A mother who brought her son to live in England has been ordered to return him to Poland where he had become habitually resident.
The case involved a Polish couple who lived in England and had a child in 2020. The mother had a child from a previous relationship who saw his father once a week.
In 2021, they bought the mother’s council house and rented it out informally. They then moved to Poland and lived with the father’s parents in a large house.
The relationship broke down and the mother claimed the father had been abusive towards her and her older son.
She moved to her parents’ house in Poland for four months before returning to live in England.
The father applied to have his son returned to Poland under the Hague Convention.
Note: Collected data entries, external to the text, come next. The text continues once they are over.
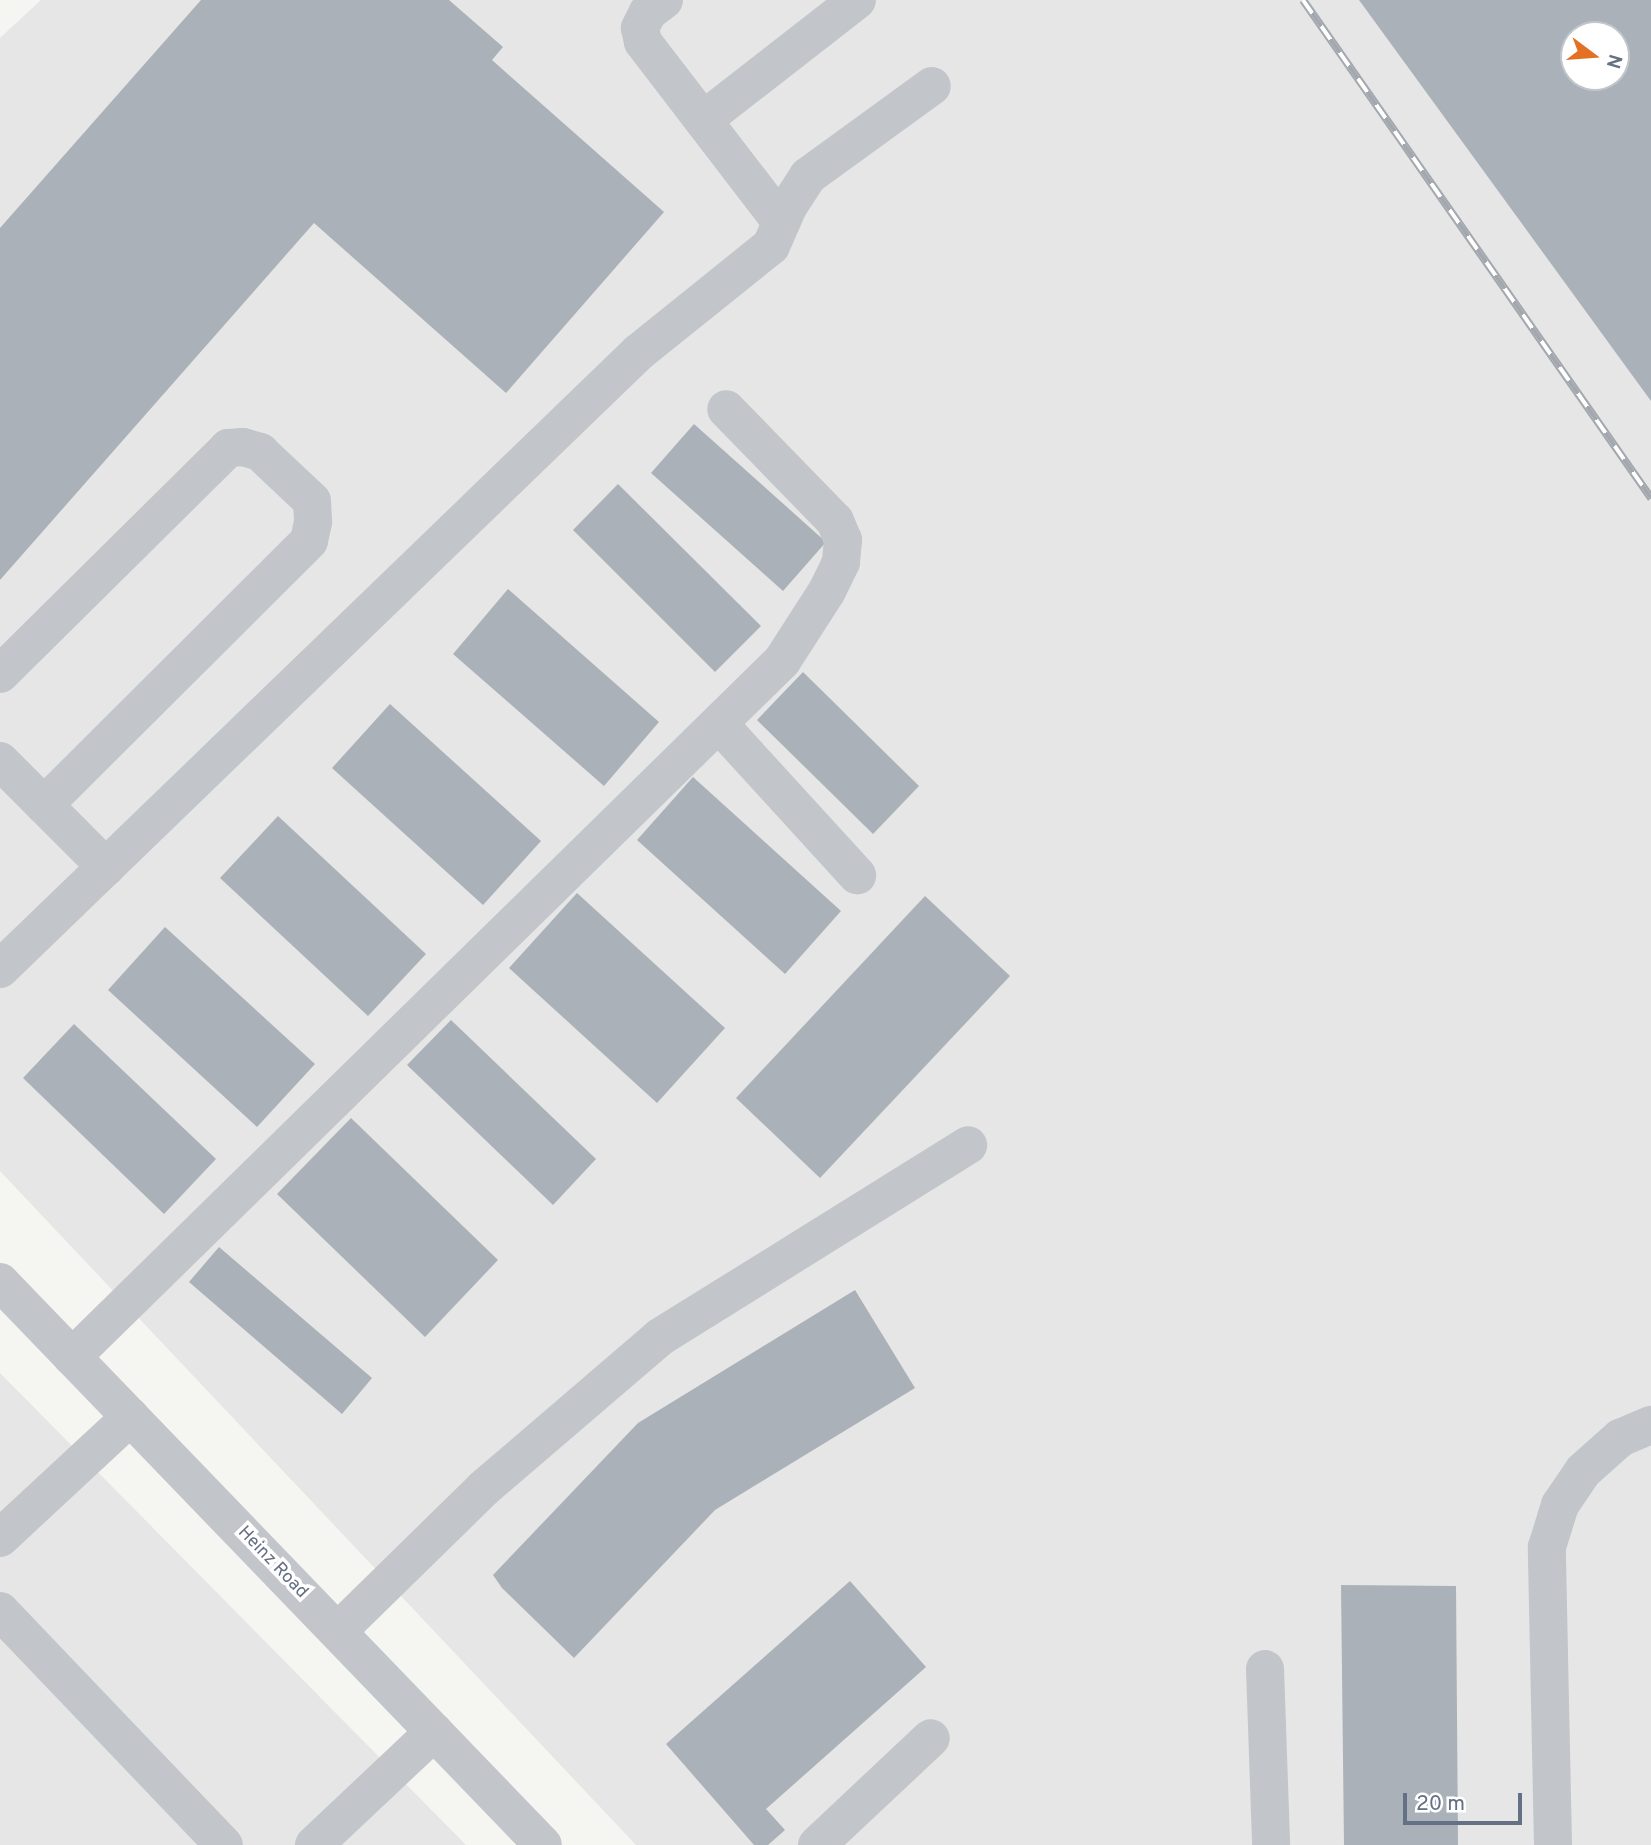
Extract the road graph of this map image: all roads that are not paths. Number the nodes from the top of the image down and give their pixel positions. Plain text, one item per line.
1 (664, 0) edge
2 (857, 0) edge
3 (932, 86) dead end
4 (703, 120) junction
5 (781, 222) junction
6 (726, 409) dead end
7 (0, 674) edge
8 (719, 724) junction
9 (0, 761) edge
10 (44, 805) junction
11 (106, 867) junction
12 (857, 875) dead end
13 (0, 969) edge
14 (968, 1145) dead end
15 (0, 1282) edge
16 (72, 1357) junction
17 (130, 1417) junction
18 (1651, 1425) edge
19 (0, 1538) edge
20 (0, 1611) edge
21 (338, 1631) junction
22 (1265, 1669) dead end
23 (434, 1732) junction
24 (931, 1738) dead end
25 (224, 1845) edge
26 (314, 1845) edge
27 (543, 1845) edge
28 (817, 1845) edge
29 (1271, 1845) edge
30 (1553, 1845) edge

1 - 4 street
2 - 4 street
3 - 5 street
4 - 5 street
5 - 11 street
6 - 8 street
7 - 10 street
8 - 12 street
8 - 16 street
9 - 10 street
10 - 11 street
11 - 13 street
14 - 21 street
15 - 16 street, Heinz Road
16 - 17 street, Heinz Road
17 - 19 street
17 - 21 street, Heinz Road
18 - 30 street
20 - 25 street
21 - 23 street, Heinz Road
22 - 29 street
23 - 26 street
23 - 27 street, Heinz Road
24 - 28 street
The mother argued that the child had been habitually resident in England, not Poland, at that time and he was at grave risk of physical or psychological harm if he returned to Poland because of the father’s alleged abusive behaviour.
She said the time in Poland had been just a trial period, and that if the court ordered the younger son’s return she would be put in an impossible position as the older son and had said he would refuse to return.
The court ruled in favour of the father.
It held that the child was not habitually resident in England and had connections with both Poland and England, in terms of GP registration and citizenships.
The couple had bought the house in England as an investment and their move to Poland was intended to be permanent rather than a trial.
The child had spent the first two months in Poland seeing his paternal grandparents every day and would then see his maternal grandparents, his father, and other relatives at least four times a week.
He had Polish citizenship and was registered with a GP. He was integrating and was habitually resident in Poland immediately before his removal.
Protective measures would be needed to mitigate risk of abuse from the father.
The court accepted several undertakings from the father, including to pay the mother a monthly sum, to not threaten, harass, or intimidate her and to have supervised contact with the younger son if that was required.